Supreme Court, Special Term, New York County
Feb 8, 1949
194 Misc. 516 (N.Y. Sup. Ct. 1949)

Opinion

February 8, 1949.

John P. Smith and Joseph A. Minch for third party plaintiff.

Bernard Katzen and Harry Schechter for third party defendant.


This motion presents the question of whether a third party defendant who has been made a party to an action by the service of a summons and third party complaint by a defendant may recover costs as a matter of right against the third party plaintiff upon dismissal of the third party complaint. Plaintiff had brought an action for damages for personal injuries sustained by him alleging that the injuries resulted from the negligence of the defendant. Thereafter, the defendant, pursuant to section 193-a of the Civil Practice Act as a third party plaintiff served a summons and third party complaint on the third party defendants alleging a cause of action for indemnity and demanded judgment over against the third party defendants, in the event plaintiff recovered a judgment against the defendant. Issue on the third party complaint was thereafter duly joined. Upon the trial of the action, after all of the parties had rested, the third party defendants moved to dismiss the third party complaint and the presiding justice granted the motion. Thereafter the cause was submitted to the jury as to the liability between plaintiff and defendant and a verdict was rendered in favor of defendant.

The successful third party defendant thereupon attempted to tax costs against the third party plaintiff, and this motion was made to direct the Clerk of the County of New York to tax such costs and to enter the amount of such costs, as taxed, on the judgment roll.

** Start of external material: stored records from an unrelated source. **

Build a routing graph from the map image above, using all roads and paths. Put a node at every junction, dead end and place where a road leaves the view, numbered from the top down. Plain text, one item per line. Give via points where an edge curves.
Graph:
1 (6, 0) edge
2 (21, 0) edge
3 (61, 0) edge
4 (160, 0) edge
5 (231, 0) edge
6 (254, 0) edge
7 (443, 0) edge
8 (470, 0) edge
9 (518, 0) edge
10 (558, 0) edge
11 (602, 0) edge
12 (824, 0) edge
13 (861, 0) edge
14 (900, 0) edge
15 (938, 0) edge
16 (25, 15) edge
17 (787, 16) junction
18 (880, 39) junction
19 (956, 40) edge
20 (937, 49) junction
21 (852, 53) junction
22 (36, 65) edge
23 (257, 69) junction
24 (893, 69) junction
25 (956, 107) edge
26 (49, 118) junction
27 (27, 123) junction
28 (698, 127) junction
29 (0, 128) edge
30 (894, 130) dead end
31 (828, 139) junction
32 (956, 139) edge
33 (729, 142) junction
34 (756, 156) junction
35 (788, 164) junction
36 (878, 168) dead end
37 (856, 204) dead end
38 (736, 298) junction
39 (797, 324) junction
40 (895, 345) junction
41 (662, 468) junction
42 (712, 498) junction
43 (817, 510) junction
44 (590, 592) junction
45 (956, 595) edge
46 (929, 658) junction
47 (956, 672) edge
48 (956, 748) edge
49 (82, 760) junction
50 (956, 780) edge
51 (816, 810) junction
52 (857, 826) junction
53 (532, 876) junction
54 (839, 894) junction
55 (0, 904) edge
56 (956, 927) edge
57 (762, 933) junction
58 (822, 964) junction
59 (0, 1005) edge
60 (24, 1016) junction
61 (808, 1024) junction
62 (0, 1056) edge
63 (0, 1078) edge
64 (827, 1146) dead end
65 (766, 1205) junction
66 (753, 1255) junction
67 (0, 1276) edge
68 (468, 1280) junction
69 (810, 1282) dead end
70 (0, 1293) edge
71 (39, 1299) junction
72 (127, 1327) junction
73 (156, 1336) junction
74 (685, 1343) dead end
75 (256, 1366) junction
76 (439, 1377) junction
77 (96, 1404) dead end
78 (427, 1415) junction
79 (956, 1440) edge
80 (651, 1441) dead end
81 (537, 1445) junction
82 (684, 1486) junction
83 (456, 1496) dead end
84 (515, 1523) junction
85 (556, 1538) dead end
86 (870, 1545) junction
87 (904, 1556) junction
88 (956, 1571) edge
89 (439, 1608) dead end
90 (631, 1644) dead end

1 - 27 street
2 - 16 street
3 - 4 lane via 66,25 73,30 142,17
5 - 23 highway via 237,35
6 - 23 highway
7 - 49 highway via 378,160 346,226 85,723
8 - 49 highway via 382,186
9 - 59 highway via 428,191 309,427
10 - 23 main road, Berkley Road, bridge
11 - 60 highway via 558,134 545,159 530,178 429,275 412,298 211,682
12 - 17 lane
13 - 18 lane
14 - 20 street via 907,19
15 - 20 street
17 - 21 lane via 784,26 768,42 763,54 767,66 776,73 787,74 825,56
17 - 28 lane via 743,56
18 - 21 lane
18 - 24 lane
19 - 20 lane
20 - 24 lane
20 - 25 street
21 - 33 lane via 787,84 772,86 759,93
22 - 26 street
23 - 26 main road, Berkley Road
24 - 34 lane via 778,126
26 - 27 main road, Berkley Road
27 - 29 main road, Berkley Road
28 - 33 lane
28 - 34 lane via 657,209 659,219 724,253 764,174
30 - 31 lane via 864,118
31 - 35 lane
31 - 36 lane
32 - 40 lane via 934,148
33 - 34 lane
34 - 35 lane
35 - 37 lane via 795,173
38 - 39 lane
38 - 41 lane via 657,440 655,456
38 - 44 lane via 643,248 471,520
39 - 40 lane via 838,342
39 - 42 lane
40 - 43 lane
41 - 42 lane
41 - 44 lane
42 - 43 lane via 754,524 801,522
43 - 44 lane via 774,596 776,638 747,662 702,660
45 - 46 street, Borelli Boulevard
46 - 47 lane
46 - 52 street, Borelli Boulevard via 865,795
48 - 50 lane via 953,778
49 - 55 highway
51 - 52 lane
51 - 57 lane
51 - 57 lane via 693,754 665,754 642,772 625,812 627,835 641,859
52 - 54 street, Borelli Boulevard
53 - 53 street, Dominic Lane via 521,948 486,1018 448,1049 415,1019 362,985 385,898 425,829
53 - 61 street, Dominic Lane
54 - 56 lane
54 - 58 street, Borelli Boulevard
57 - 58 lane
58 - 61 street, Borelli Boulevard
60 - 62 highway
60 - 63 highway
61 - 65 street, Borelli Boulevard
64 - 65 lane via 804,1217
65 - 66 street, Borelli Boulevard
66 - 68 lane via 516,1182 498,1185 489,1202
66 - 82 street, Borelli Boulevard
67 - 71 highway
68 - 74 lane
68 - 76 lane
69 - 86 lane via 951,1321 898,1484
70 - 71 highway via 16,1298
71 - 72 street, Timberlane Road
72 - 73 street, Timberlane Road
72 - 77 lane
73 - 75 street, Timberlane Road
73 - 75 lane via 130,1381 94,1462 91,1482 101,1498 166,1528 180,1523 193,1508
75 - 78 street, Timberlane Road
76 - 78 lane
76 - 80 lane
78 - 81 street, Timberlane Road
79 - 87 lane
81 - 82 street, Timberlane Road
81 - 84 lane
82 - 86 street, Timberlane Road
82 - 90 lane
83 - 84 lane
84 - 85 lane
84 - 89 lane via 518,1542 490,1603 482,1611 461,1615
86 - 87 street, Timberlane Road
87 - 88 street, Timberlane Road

Before the enactment of section 193-a of the Civil Practice Act (L. 1946, ch. 971) third party practice was governed by subdivision 2 of section 193, and it was held that where a defendant had impleaded another as a defendant under that section, the impleaded defendant was not entitled to costs as a matter of right when the defendant on trial was denied recovery on his claim against the impleaded defendant. ( O'Connor v. Byrndun Corp., 182 Misc. 952.) So, too, where one defendant cross-claimed against another, costs as a matter of right were denied to the successful defendant on the cross claim. ( Flynn v. Patent Scaffolding Co., 265 A.D. 956.)

No problem of discretionary costs arises here under section 1476 of the Civil Practice Act since an application for discretionary costs must be made to the trial justice and cannot be made at Special Term. ( Canavan v. Emze Cosmetic Shop, Inc., 256 A.D. 1093.)

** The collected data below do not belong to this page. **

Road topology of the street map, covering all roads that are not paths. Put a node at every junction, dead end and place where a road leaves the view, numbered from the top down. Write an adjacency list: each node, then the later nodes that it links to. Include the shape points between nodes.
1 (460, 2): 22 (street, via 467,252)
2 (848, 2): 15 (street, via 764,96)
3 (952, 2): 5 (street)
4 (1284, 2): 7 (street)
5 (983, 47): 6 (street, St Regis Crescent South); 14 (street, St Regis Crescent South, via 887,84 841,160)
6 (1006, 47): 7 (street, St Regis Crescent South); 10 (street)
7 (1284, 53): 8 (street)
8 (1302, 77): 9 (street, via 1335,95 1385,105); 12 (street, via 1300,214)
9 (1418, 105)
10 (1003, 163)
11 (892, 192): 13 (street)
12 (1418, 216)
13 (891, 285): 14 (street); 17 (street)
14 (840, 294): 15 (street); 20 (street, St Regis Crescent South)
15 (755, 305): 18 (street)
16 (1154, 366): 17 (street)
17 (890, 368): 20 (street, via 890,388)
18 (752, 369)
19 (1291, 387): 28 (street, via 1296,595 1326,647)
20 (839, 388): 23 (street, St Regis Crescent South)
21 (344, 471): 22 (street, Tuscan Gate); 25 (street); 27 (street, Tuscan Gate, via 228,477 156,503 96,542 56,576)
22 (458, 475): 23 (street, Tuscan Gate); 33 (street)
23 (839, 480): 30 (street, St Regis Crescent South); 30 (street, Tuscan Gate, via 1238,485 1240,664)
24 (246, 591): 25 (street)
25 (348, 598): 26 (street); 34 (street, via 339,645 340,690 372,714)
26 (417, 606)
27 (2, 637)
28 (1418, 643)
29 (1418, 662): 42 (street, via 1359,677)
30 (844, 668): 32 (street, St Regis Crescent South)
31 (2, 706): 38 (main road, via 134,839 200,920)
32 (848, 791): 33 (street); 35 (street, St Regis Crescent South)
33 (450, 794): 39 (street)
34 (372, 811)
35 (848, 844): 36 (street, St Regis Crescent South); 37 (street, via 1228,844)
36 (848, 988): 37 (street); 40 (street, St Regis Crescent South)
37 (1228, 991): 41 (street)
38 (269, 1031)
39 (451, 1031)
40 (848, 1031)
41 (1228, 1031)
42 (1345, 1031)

Costs can be allowed here as of course only if section 1474 of the Civil Practice Act permits it. Under that section the defendant is entitled to costs, of course, upon the rendering of a judgment unless the plaintiff is entitled to costs.

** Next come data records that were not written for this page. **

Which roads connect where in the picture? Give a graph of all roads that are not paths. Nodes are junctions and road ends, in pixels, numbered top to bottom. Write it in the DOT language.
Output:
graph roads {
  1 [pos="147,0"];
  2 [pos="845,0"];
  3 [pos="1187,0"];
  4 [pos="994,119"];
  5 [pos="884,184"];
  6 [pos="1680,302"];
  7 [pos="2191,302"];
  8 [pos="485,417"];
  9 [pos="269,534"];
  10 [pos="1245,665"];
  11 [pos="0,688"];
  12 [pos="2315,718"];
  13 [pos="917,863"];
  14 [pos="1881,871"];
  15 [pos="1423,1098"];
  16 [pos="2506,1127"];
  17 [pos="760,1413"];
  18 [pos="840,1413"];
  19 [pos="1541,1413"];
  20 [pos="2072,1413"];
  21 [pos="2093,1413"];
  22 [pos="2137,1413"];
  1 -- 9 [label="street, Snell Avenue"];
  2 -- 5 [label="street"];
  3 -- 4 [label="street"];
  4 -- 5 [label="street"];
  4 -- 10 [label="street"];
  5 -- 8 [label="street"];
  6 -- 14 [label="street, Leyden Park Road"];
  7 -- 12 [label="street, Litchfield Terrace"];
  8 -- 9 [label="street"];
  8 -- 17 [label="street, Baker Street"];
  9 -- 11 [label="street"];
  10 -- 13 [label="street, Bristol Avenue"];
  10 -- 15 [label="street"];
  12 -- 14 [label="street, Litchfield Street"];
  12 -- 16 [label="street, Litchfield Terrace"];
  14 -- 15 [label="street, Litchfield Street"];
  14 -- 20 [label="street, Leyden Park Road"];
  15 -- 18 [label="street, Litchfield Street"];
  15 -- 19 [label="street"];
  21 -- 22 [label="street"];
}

When the purpose and language of section 193-a of the Civil Practice Act is considered it seems that a third party plaintiff who serves a third party complaint should be considered in the same category as any other plaintiff, when the matter of costs is presented. The primary objective of third party practice is to eliminate multiplicity of actions and to provide a method for the disposition of all controversies among several parties in one action. Under the practice as it prevailed before section 193-a was enacted, in order to bring in another party, who it was claimed was liable over to the defendant, an application had to be made to the court for such purpose. Under section 193-a no such application need be made and a defendant may, after answering the complaint, serve a summons and complaint against a third party without court permission. When this is done, there is no reason for not considering the third party plaintiff as a "plaintiff" within the meaning of section 1474 of the Civil Practice Act so as to permit a successful third party defendant to recover costs as a matter of right against the third party plaintiff.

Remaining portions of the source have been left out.